## [TASK PROMPT]
Give back the whole listing verbatim, printing none of its pictures.

========================================================================

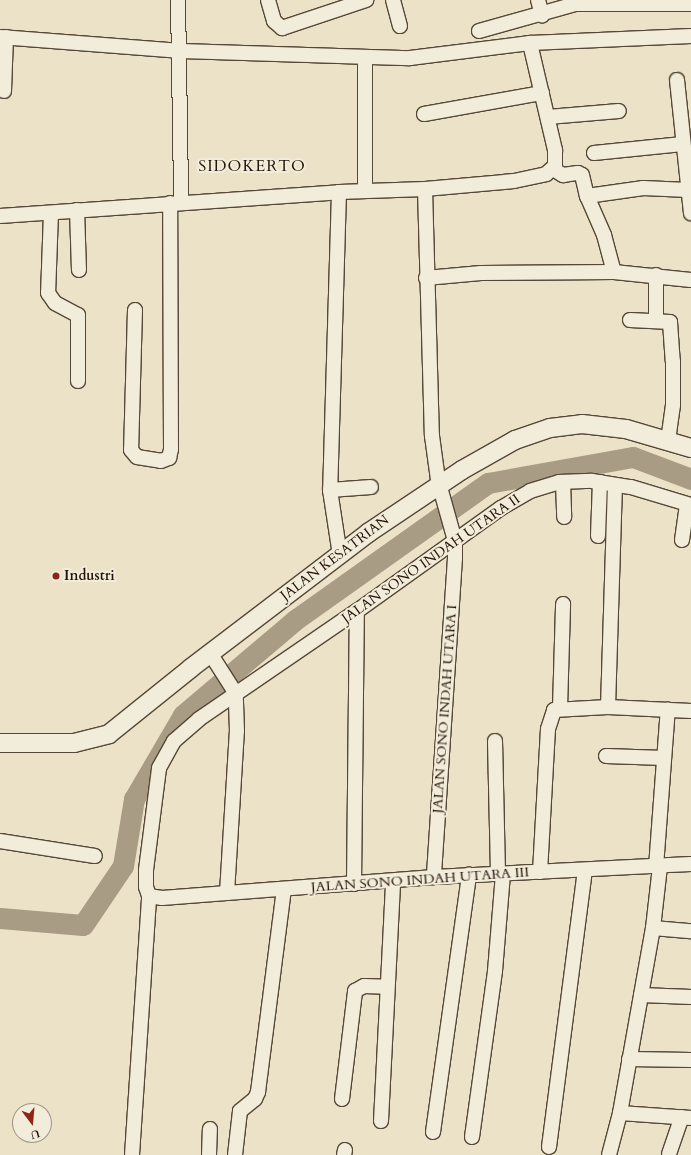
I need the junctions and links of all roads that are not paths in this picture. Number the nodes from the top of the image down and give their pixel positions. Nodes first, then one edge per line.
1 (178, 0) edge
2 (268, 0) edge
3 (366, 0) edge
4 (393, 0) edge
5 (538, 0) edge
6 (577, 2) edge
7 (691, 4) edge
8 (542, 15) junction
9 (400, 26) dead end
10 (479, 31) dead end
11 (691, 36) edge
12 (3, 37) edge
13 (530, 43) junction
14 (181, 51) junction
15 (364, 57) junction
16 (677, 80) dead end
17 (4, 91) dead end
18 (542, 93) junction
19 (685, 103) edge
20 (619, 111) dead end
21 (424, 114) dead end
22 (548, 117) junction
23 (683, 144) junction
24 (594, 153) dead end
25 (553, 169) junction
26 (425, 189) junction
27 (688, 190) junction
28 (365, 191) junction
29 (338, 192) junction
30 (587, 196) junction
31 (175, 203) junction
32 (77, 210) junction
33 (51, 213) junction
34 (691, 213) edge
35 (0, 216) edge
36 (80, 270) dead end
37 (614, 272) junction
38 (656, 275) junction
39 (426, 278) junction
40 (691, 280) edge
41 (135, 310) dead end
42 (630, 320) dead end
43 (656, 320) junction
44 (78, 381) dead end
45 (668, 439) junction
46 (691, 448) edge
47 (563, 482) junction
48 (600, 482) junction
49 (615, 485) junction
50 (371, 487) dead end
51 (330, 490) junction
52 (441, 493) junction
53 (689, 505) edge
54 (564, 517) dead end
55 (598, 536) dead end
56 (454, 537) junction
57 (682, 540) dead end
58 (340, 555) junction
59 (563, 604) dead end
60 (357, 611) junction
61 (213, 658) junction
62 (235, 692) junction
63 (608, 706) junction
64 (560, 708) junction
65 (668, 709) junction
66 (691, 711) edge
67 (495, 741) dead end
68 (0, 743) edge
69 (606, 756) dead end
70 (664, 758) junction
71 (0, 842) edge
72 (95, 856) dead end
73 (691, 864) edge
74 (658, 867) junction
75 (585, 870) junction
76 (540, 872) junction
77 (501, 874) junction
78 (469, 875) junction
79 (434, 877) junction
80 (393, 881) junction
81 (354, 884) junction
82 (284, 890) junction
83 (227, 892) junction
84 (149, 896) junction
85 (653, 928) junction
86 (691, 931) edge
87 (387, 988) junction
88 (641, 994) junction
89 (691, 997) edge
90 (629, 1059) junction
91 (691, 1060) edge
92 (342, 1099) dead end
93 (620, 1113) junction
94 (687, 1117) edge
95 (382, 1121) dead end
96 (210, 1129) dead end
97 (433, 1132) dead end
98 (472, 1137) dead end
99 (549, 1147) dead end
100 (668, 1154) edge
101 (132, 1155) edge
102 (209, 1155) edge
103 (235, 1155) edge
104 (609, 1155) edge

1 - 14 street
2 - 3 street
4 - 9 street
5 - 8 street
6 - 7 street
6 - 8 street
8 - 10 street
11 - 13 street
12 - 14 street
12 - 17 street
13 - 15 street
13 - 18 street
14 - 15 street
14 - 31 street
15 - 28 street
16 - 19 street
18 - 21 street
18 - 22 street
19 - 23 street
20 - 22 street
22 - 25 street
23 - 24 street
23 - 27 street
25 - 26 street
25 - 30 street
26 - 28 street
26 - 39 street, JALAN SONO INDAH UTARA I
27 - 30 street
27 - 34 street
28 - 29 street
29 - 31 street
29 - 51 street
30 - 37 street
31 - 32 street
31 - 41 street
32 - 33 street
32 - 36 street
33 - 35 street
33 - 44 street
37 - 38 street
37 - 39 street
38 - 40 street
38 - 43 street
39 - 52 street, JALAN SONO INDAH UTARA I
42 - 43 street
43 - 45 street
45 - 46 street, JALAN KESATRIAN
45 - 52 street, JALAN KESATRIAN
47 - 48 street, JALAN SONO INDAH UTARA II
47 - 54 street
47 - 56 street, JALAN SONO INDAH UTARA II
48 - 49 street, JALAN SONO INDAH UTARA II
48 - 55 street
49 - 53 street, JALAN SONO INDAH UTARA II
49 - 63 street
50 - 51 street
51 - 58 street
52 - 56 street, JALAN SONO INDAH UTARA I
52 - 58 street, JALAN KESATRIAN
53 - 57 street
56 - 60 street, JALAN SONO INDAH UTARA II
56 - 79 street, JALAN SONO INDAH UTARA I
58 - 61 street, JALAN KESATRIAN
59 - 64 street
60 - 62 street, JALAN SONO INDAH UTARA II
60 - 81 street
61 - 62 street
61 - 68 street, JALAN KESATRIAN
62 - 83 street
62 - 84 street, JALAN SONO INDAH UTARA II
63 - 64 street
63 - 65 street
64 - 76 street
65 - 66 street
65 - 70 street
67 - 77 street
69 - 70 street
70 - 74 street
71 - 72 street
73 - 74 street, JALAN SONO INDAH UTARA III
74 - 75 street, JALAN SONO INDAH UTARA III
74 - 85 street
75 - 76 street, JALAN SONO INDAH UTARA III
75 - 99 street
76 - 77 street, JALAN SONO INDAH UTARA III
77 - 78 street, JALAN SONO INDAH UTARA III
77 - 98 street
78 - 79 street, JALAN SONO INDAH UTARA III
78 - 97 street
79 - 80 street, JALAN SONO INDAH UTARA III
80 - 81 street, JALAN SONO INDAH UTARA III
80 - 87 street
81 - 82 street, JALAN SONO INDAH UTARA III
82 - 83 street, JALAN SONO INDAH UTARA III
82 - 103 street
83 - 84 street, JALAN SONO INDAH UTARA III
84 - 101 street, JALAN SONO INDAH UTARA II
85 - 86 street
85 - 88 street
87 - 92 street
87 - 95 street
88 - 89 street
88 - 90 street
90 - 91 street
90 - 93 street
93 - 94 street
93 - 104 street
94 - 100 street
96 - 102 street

========================================================================

## [OUTPUT BELOW]
I need the junctions and links of all roads that are not paths in this picture. Number the nodes from the top of the image down and give their pixel positions. Nodes first, then one edge per line.
1 (178, 0) edge
2 (268, 0) edge
3 (366, 0) edge
4 (393, 0) edge
5 (538, 0) edge
6 (577, 2) edge
7 (691, 4) edge
8 (542, 15) junction
9 (400, 26) dead end
10 (479, 31) dead end
11 (691, 36) edge
12 (3, 37) edge
13 (530, 43) junction
14 (181, 51) junction
15 (364, 57) junction
16 (677, 80) dead end
17 (4, 91) dead end
18 (542, 93) junction
19 (685, 103) edge
20 (619, 111) dead end
21 (424, 114) dead end
22 (548, 117) junction
23 (683, 144) junction
24 (594, 153) dead end
25 (553, 169) junction
26 (425, 189) junction
27 (688, 190) junction
28 (365, 191) junction
29 (338, 192) junction
30 (587, 196) junction
31 (175, 203) junction
32 (77, 210) junction
33 (51, 213) junction
34 (691, 213) edge
35 (0, 216) edge
36 (80, 270) dead end
37 (614, 272) junction
38 (656, 275) junction
39 (426, 278) junction
40 (691, 280) edge
41 (135, 310) dead end
42 (630, 320) dead end
43 (656, 320) junction
44 (78, 381) dead end
45 (668, 439) junction
46 (691, 448) edge
47 (563, 482) junction
48 (600, 482) junction
49 (615, 485) junction
50 (371, 487) dead end
51 (330, 490) junction
52 (441, 493) junction
53 (689, 505) edge
54 (564, 517) dead end
55 (598, 536) dead end
56 (454, 537) junction
57 (682, 540) dead end
58 (340, 555) junction
59 (563, 604) dead end
60 (357, 611) junction
61 (213, 658) junction
62 (235, 692) junction
63 (608, 706) junction
64 (560, 708) junction
65 (668, 709) junction
66 (691, 711) edge
67 (495, 741) dead end
68 (0, 743) edge
69 (606, 756) dead end
70 (664, 758) junction
71 (0, 842) edge
72 (95, 856) dead end
73 (691, 864) edge
74 (658, 867) junction
75 (585, 870) junction
76 (540, 872) junction
77 (501, 874) junction
78 (469, 875) junction
79 (434, 877) junction
80 (393, 881) junction
81 (354, 884) junction
82 (284, 890) junction
83 (227, 892) junction
84 (149, 896) junction
85 (653, 928) junction
86 (691, 931) edge
87 (387, 988) junction
88 (641, 994) junction
89 (691, 997) edge
90 (629, 1059) junction
91 (691, 1060) edge
92 (342, 1099) dead end
93 (620, 1113) junction
94 (687, 1117) edge
95 (382, 1121) dead end
96 (210, 1129) dead end
97 (433, 1132) dead end
98 (472, 1137) dead end
99 (549, 1147) dead end
100 (668, 1154) edge
101 (132, 1155) edge
102 (209, 1155) edge
103 (235, 1155) edge
104 (609, 1155) edge

1 - 14 street
2 - 3 street
4 - 9 street
5 - 8 street
6 - 7 street
6 - 8 street
8 - 10 street
11 - 13 street
12 - 14 street
12 - 17 street
13 - 15 street
13 - 18 street
14 - 15 street
14 - 31 street
15 - 28 street
16 - 19 street
18 - 21 street
18 - 22 street
19 - 23 street
20 - 22 street
22 - 25 street
23 - 24 street
23 - 27 street
25 - 26 street
25 - 30 street
26 - 28 street
26 - 39 street, JALAN SONO INDAH UTARA I
27 - 30 street
27 - 34 street
28 - 29 street
29 - 31 street
29 - 51 street
30 - 37 street
31 - 32 street
31 - 41 street
32 - 33 street
32 - 36 street
33 - 35 street
33 - 44 street
37 - 38 street
37 - 39 street
38 - 40 street
38 - 43 street
39 - 52 street, JALAN SONO INDAH UTARA I
42 - 43 street
43 - 45 street
45 - 46 street, JALAN KESATRIAN
45 - 52 street, JALAN KESATRIAN
47 - 48 street, JALAN SONO INDAH UTARA II
47 - 54 street
47 - 56 street, JALAN SONO INDAH UTARA II
48 - 49 street, JALAN SONO INDAH UTARA II
48 - 55 street
49 - 53 street, JALAN SONO INDAH UTARA II
49 - 63 street
50 - 51 street
51 - 58 street
52 - 56 street, JALAN SONO INDAH UTARA I
52 - 58 street, JALAN KESATRIAN
53 - 57 street
56 - 60 street, JALAN SONO INDAH UTARA II
56 - 79 street, JALAN SONO INDAH UTARA I
58 - 61 street, JALAN KESATRIAN
59 - 64 street
60 - 62 street, JALAN SONO INDAH UTARA II
60 - 81 street
61 - 62 street
61 - 68 street, JALAN KESATRIAN
62 - 83 street
62 - 84 street, JALAN SONO INDAH UTARA II
63 - 64 street
63 - 65 street
64 - 76 street
65 - 66 street
65 - 70 street
67 - 77 street
69 - 70 street
70 - 74 street
71 - 72 street
73 - 74 street, JALAN SONO INDAH UTARA III
74 - 75 street, JALAN SONO INDAH UTARA III
74 - 85 street
75 - 76 street, JALAN SONO INDAH UTARA III
75 - 99 street
76 - 77 street, JALAN SONO INDAH UTARA III
77 - 78 street, JALAN SONO INDAH UTARA III
77 - 98 street
78 - 79 street, JALAN SONO INDAH UTARA III
78 - 97 street
79 - 80 street, JALAN SONO INDAH UTARA III
80 - 81 street, JALAN SONO INDAH UTARA III
80 - 87 street
81 - 82 street, JALAN SONO INDAH UTARA III
82 - 83 street, JALAN SONO INDAH UTARA III
82 - 103 street
83 - 84 street, JALAN SONO INDAH UTARA III
84 - 101 street, JALAN SONO INDAH UTARA II
85 - 86 street
85 - 88 street
87 - 92 street
87 - 95 street
88 - 89 street
88 - 90 street
90 - 91 street
90 - 93 street
93 - 94 street
93 - 104 street
94 - 100 street
96 - 102 street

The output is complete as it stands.